Manual and examples
- The documentation can be found in the CIGALE manual.
- The Gitlab repository of the CIGALE manual also contains some examples and codes.
- We have also an (outdated) CIGALE_Howto_v0.9.0 presentation with example files and outputs.
Easy step by step installation
If you are new to Python and don’t really know how to install CIGALE, you can follow these simple steps in a terminal shell:
- If Anaconda, a software distribution system for data science, is not installed on you system, install it using the installer proposed on Anaconda web page.
- Optionally, you should update the conda software with the command
conda update conda.
- Download the last CIGALE sources from the download page. Extract the downloaded archive. We will make an editable installation so you’ll need to keep the extracted directory but you may delete the archive file.
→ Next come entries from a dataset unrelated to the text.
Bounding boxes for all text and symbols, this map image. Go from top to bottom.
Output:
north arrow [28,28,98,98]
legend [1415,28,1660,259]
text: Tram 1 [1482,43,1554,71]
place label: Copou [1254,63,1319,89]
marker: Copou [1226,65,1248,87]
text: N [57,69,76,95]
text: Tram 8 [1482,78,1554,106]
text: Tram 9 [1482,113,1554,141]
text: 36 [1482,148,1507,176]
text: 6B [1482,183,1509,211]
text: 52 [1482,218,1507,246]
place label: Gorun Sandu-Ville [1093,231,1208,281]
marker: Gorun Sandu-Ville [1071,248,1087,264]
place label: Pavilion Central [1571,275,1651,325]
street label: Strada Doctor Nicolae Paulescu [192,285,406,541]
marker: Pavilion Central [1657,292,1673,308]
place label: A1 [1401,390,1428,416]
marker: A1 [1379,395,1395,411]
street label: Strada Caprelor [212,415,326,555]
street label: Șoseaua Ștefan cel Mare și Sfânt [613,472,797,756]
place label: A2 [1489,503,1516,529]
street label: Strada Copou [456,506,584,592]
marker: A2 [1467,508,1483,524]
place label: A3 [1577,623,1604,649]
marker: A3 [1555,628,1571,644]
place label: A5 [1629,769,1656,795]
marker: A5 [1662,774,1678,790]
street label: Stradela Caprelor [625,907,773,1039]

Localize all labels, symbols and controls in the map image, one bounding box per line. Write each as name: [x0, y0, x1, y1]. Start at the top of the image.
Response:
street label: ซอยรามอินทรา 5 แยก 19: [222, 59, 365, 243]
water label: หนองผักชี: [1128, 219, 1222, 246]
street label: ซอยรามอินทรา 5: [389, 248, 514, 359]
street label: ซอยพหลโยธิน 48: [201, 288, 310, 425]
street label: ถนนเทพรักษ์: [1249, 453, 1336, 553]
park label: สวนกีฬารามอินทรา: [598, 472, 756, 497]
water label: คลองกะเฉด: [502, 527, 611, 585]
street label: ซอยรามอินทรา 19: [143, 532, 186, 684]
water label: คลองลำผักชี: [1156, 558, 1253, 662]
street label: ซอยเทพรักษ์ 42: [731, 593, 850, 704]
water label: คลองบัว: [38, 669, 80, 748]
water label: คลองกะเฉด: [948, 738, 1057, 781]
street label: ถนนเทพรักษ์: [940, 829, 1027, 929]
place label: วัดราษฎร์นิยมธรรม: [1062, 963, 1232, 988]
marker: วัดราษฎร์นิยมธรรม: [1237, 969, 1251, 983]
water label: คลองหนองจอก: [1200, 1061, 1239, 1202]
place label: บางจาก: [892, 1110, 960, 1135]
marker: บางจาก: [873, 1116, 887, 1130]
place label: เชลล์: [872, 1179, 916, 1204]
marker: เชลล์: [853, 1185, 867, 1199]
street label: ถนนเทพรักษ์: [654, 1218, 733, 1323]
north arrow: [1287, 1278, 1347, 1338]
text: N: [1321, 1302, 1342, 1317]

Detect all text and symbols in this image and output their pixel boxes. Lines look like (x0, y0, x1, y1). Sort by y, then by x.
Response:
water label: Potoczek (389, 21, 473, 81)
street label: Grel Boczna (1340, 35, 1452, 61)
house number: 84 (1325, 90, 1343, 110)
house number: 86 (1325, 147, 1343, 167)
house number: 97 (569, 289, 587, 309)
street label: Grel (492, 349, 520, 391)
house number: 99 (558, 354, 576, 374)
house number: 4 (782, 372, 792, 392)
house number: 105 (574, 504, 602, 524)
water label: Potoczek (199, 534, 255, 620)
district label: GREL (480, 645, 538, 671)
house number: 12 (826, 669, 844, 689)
- Create a conda environment in which you will install CIGALE (for instance with Python 3.10):
conda create -n cigale python=3.10
- Activate this environment, you will need to do this every time you want to use CIGALE (just once, at the beginning of the shell session):
conda activate cigale
- Install some of CIGALE dependencies using conda:
conda install astropy numpy scipy matplotlib configobj rich
- In your terminal shell go inside your CIGALE source folder (cd /path/to/cigale) and build the CIGALE database with:
python setup.py build
- Finally, install CIGALE in the environment:
python -m pip install -e .or alternatively
python setup.py develop(deprecated)
Voilà! CIGALE is installed on your computer. Whenever you need to use it, launch a terminal shell, activate the conda environment with
conda activate cigale and you will have access to CIGALE commands (pcigale, pcigale-filters, and pcigale-plots) anywhere on your computer.
Notebook explaining how CIGALE builds its models
If you want to understand how CIGALE build its models, you can download this notebook and open it with Jupyter lab (you’ll need to do
conda install jupyterlab ipympl if you used the environment described above).
In the notebook, we build a SED step by step from the star formation history to the redshifting and at the end you have an interactive plot to visualise the effects of the various module parameters on the generated spectrum.